● TASK GOAL
Report, as a bare number, how many lines of the entries below contain "Terrace".

● Saved data entries
- Opening Delimiter -
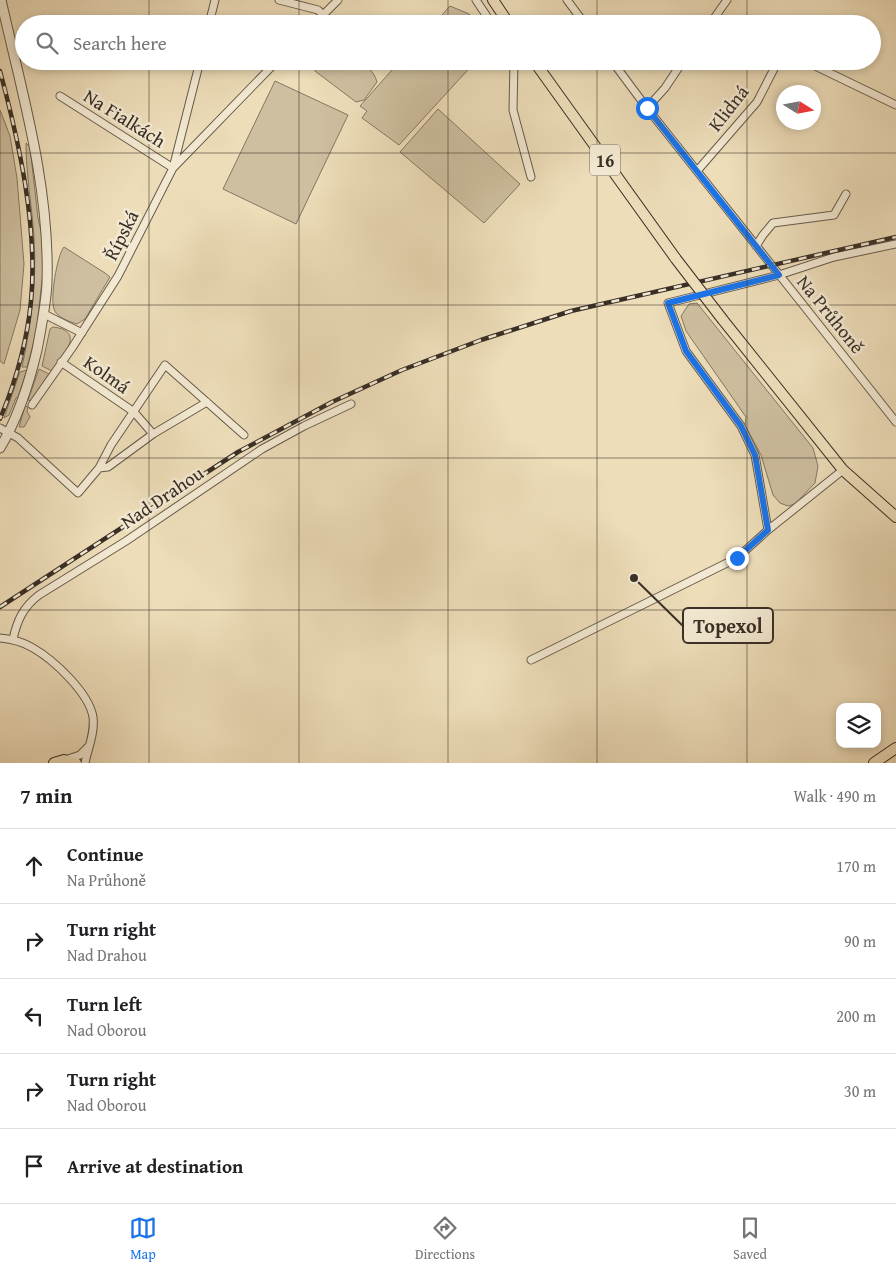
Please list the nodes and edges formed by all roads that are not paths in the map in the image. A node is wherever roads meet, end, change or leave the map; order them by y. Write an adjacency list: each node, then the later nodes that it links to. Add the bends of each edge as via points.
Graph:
1 (1, 0): 15 (street)
2 (215, 0): 9 (street)
3 (279, 0): 10 (street, via 318,10)
4 (338, 0): 10 (street)
5 (476, 0): 11 (street)
6 (493, 0): 12 (main road)
7 (567, 0): 13 (street)
8 (727, 0): 14 (street)
9 (211, 15)
10 (323, 15)
11 (486, 15)
12 (503, 15)
13 (578, 15)
14 (716, 15)
15 (15, 60)
16 (17, 70): 35 (street, via 33,138 46,219)
17 (198, 70): 28 (street, Řípská)
18 (269, 70): 28 (street)
19 (514, 70): 30 (street, via 513,110)
20 (540, 70): 49 (main road, 16, bridge, via 676,259)
21 (619, 70): 27 (street, Na Průhoně)
22 (677, 70): 27 (street)
23 (773, 70): 29 (street, Klidná, via 756,102)
24 (824, 70): 26 (street)
25 (60, 96): 28 (street, Na Fialkách)
26 (896, 105)
27 (647, 108): 29 (street, Na Průhoně)
28 (173, 168): 36 (street, Řípská, via 118,276)
29 (697, 171): 33 (street, Na Průhoně)
30 (531, 177)
31 (846, 194): 33 (street, via 834,215 773,223)
32 (896, 244): 34 (street, via 834,257)
33 (756, 246): 34 (street, Na Průhoně)
34 (779, 275): 42 (street, Na Průhoně); 51 (street, via 668,303 686,351 741,426 755,455)
35 (44, 314): 36 (street); 44 (street, via 32,369)
36 (82, 332): 37 (street, Řípská)
37 (62, 362): 39 (street, Řípská); 41 (street, Kolmá)
38 (207, 402): 41 (street, via 165,365); 45 (street); 46 (street)
39 (32, 404)
40 (351, 404): 53 (street, Nad Drahou, via 262,449 126,542 39,595 21,614)
41 (134, 412): 45 (street, Kolmá); 48 (street)
42 (896, 422)
43 (0, 428): 44 (street)
44 (10, 433): 47 (street); 48 (street, via 78,493)
45 (153, 434): 48 (street, via 108,467)
46 (244, 435)
47 (0, 448)
48 (99, 468)
49 (843, 470): 50 (main road, 16); 51 (street)
50 (896, 517)
51 (768, 530): 54 (street, via 737,558)
52 (0, 638): 53 (street)
53 (13, 639): 55 (street, via 41,653 83,693 93,719)
54 (531, 660)
55 (89, 744): 57 (street, via 80,755); 59 (street)
56 (896, 748): 60 (main road)
57 (59, 761): 58 (main road)
58 (76, 763)
59 (86, 763)
60 (874, 763)

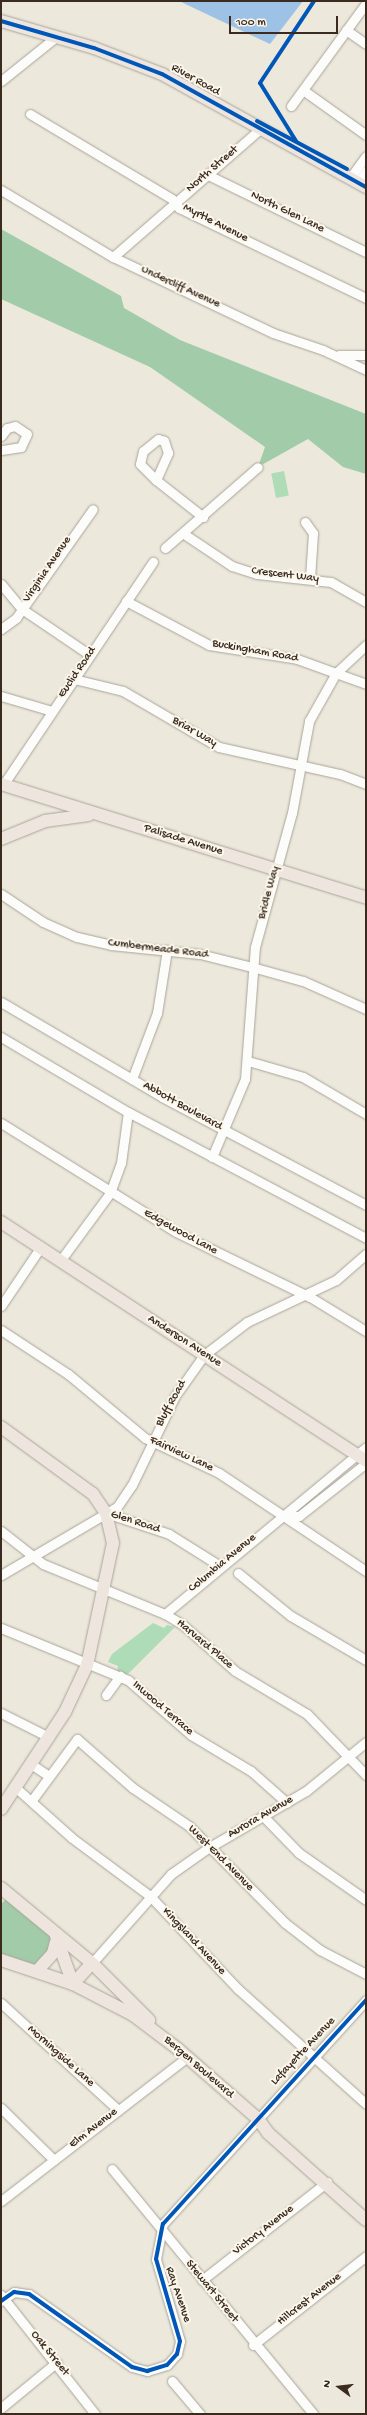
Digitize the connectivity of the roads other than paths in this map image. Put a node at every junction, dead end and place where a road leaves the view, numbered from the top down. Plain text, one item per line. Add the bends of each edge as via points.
1 (364, 6) dead end
2 (1, 21) edge
3 (346, 30) junction
4 (57, 36) junction
5 (366, 44) edge
6 (1, 81) edge
7 (303, 90) junction
8 (291, 106) dead end
9 (30, 114) dead end
10 (259, 130) junction
11 (366, 135) edge
12 (366, 156) edge
13 (366, 171) edge
14 (208, 175) junction
15 (358, 183) edge
16 (1, 190) edge
17 (175, 203) junction
18 (366, 252) edge
19 (113, 256) junction
20 (366, 298) edge
21 (323, 350) junction
22 (366, 355) edge
23 (366, 370) edge
24 (1, 436) edge
25 (1, 450) edge
26 (258, 467) dead end
27 (156, 480) dead end
28 (93, 509) dead end
29 (203, 517) junction
30 (305, 522) dead end
31 (184, 534) junction
32 (165, 548) dead end
33 (153, 562) dead end
34 (310, 578) junction
35 (1, 584) edge
36 (126, 601) junction
37 (366, 602) edge
38 (22, 609) junction
39 (1, 629) edge
40 (366, 645) edge
41 (90, 655) junction
42 (336, 673) junction
43 (74, 679) junction
44 (366, 684) edge
45 (1, 696) edge
46 (52, 711) junction
47 (300, 766) junction
48 (2, 784) edge
49 (366, 784) edge
50 (98, 814) junction
51 (1, 839) edge
52 (276, 870) junction
53 (1, 894) edge
54 (366, 898) edge
55 (168, 950) junction
56 (252, 967) junction
57 (1, 1002) edge
58 (366, 1010) edge
59 (1, 1037) edge
60 (248, 1061) junction
61 (132, 1079) junction
62 (128, 1112) junction
63 (366, 1114) edge
64 (1, 1123) edge
65 (224, 1130) junction
66 (212, 1157) junction
67 (110, 1192) junction
68 (366, 1205) edge
69 (1, 1222) edge
70 (366, 1238) edge
71 (40, 1248) junction
72 (366, 1254) edge
73 (60, 1261) junction
74 (302, 1296) junction
75 (1, 1306) edge
76 (1, 1330) edge
77 (366, 1331) edge
78 (204, 1355) junction
79 (1, 1427) edge
80 (153, 1442) junction
81 (366, 1447) edge
82 (363, 1460) edge
83 (106, 1513) junction
84 (282, 1516) junction
85 (1, 1531) edge
86 (32, 1557) junction
87 (220, 1566) junction
88 (366, 1571) edge
89 (238, 1573) dead end
90 (1, 1575) edge
91 (105, 1590) junction
92 (165, 1614) junction
93 (1, 1628) edge
94 (366, 1660) edge
95 (87, 1665) junction
96 (120, 1676) junction
97 (106, 1695) dead end
98 (1, 1713) edge
99 (49, 1737) junction
100 (366, 1742) edge
101 (350, 1755) junction
102 (31, 1764) junction
103 (366, 1775) edge
104 (49, 1776) junction
105 (15, 1787) junction
106 (32, 1800) junction
107 (3, 1802) edge
108 (287, 1803) junction
109 (264, 1817) junction
110 (208, 1848) junction
111 (1, 1888) edge
112 (150, 1896) junction
113 (366, 1900) edge
114 (55, 1937) junction
115 (1, 1960) edge
116 (92, 1963) junction
117 (37, 1971) junction
118 (366, 1974) edge
119 (73, 1984) junction
120 (366, 2000) edge
121 (1, 2004) edge
122 (182, 2053) junction
123 (313, 2057) junction
124 (366, 2104) edge
125 (1, 2108) edge
126 (118, 2110) junction
127 (258, 2119) junction
128 (54, 2160) junction
129 (112, 2169) dead end
130 (327, 2182) junction
131 (1, 2201) edge
132 (366, 2220) edge
133 (162, 2230) junction
134 (366, 2256) edge
135 (202, 2280) junction
136 (2, 2298) edge
137 (253, 2344) junction
138 (57, 2362) junction
139 (172, 2381) dead end
140 (1, 2408) edge
141 (95, 2414) edge
142 (200, 2414) edge
143 (313, 2414) edge

1 - 3 street
2 - 4 main road, River Road
3 - 5 street
3 - 7 street
4 - 6 street
4 - 10 main road, River Road via 162,74
7 - 8 street
7 - 11 street
9 - 17 street, Myrtle Avenue
10 - 14 street, North Street
10 - 15 main road, River Road
12 - 15 street
13 - 15 street
14 - 17 street, North Street
14 - 18 street, North Glen Lane
16 - 19 street, Undercliff Avenue
17 - 19 street, North Street
17 - 20 street, Myrtle Avenue
19 - 21 street, Undercliff Avenue via 273,333
21 - 22 street via 341,355
21 - 23 street, Undercliff Avenue
24 - 25 street via 7,428 15,426 27,434 22,447
26 - 29 street
27 - 29 street
28 - 38 street, Virginia Avenue
29 - 31 street
30 - 34 street via 312,532
31 - 32 street
31 - 34 street, Crescent Way via 220,560 245,571
33 - 36 street, Euclid Road
34 - 37 street, Crescent Way via 342,586
35 - 38 street
36 - 41 street, Euclid Road
36 - 42 street, Buckingham Road via 210,645 297,659
38 - 39 street, Virginia Avenue
38 - 41 street
40 - 42 street, Bridle Way
41 - 43 street, Euclid Road
42 - 44 street, Buckingham Road
42 - 47 street, Bridle Way via 308,721
43 - 46 street, Euclid Road
43 - 47 street, Briar Way via 123,691 219,747
45 - 46 street
46 - 48 street, Euclid Road
47 - 49 street, Briar Way
47 - 52 street, Bridle Way
48 - 50 main road, Palisade Avenue
50 - 51 main road via 45,821
50 - 52 main road, Palisade Avenue
52 - 54 main road, Palisade Avenue
52 - 56 street, Bridle Way
53 - 55 street, Cumbermeade Road via 42,922 77,937 111,945
55 - 56 street, Cumbermeade Road via 200,954
55 - 61 street via 157,1013
56 - 58 street, Cumbermeade Road via 303,981
56 - 60 street, Bridle Way
57 - 61 street, Abbott Boulevard
59 - 62 street
60 - 63 street via 303,1077
60 - 65 street, Bridle Way via 240,1094
61 - 65 street, Abbott Boulevard
62 - 66 street
62 - 67 street via 121,1163
64 - 67 street, Edgewood Lane
65 - 66 street, Bridle Way
65 - 68 street, Abbott Boulevard
66 - 70 street
67 - 73 street
67 - 74 street, Edgewood Lane via 203,1248
69 - 71 main road, Anderson Avenue
71 - 73 main road, Anderson Avenue
71 - 75 street
72 - 74 street, Bluff Road via 336,1280
73 - 78 main road, Anderson Avenue
74 - 77 street, Edgewood Lane
74 - 78 street, Bluff Road via 248,1322
76 - 80 street, Fairview Lane via 68,1374
78 - 80 street, Bluff Road via 176,1395
78 - 82 main road, Anderson Avenue
79 - 83 main road, Glen Road via 85,1487
80 - 83 street, Bluff Road via 125,1498
80 - 84 street, Fairview Lane via 219,1473
81 - 82 street, Columbia Avenue
82 - 84 street, Columbia Avenue
82 - 84 street, Columbia Avenue via 299,1516
83 - 86 street, Bluff Road
83 - 87 street, Glen Road via 168,1534
83 - 91 main road via 113,1543
84 - 87 street, Columbia Avenue
84 - 88 street, Fairview Lane
85 - 86 street, Harvard Place
86 - 90 street, Bluff Road
86 - 91 street, Harvard Place
87 - 92 street, Columbia Avenue
89 - 94 street via 291,1616
91 - 92 street, Harvard Place
91 - 95 main road
92 - 101 street, Harvard Place via 235,1671 307,1714
93 - 95 street, Inwood Terrace
95 - 96 street, Inwood Terrace
95 - 99 main road
96 - 97 street
96 - 108 street, Inwood Terrace via 191,1735 267,1783
98 - 99 street
99 - 102 main road
100 - 101 street, Aurora Avenue
101 - 103 street, Harvard Place
101 - 108 street, Aurora Avenue
102 - 104 street
102 - 105 main road
104 - 106 street
104 - 110 street, West End Avenue via 77,1739 133,1788 180,1819
105 - 106 street, Kingsland Avenue
105 - 107 main road
106 - 112 street, Kingsland Avenue via 72,1838
108 - 109 street, Aurora Avenue
109 - 110 street, Aurora Avenue
109 - 113 street via 300,1853
110 - 112 street, Aurora Avenue via 171,1874
110 - 118 street, West End Avenue via 304,1939
111 - 114 main road
112 - 116 street, Aurora Avenue
112 - 123 street, Kingsland Avenue via 238,1989
114 - 116 main road
114 - 117 main road via 53,1953
114 - 119 main road
115 - 117 main road, Bergen Boulevard
116 - 119 main road
116 - 122 main road
117 - 119 main road, Bergen Boulevard
119 - 122 main road, Bergen Boulevard via 115,2004
120 - 123 street, Lafayette Avenue
121 - 126 street, Morningside Lane
122 - 126 street, Elm Avenue
122 - 127 main road, Bergen Boulevard
123 - 124 street, Kingsland Avenue
123 - 127 street, Lafayette Avenue
125 - 128 street
126 - 128 street, Elm Avenue
127 - 130 main road, Bergen Boulevard via 268,2134
127 - 133 street, Ray Avenue
128 - 131 street, Elm Avenue
129 - 133 street, Stewart Street
130 - 132 main road, Bergen Boulevard
130 - 135 street, Victory Avenue
133 - 135 street, Stewart Street
133 - 136 street, Ray Avenue via 156,2249 157,2269 180,2341 172,2360 162,2368 147,2371 132,2367 28,2294 14,2292
134 - 137 street, Hillcrest Avenue
135 - 137 street, Stewart Street
136 - 138 street, Oak Street
137 - 143 street, Stewart Street
138 - 140 street
138 - 141 street, Oak Street
139 - 142 street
- Closing Delimiter -
● RESPONSE TO THIS EXERCISE
3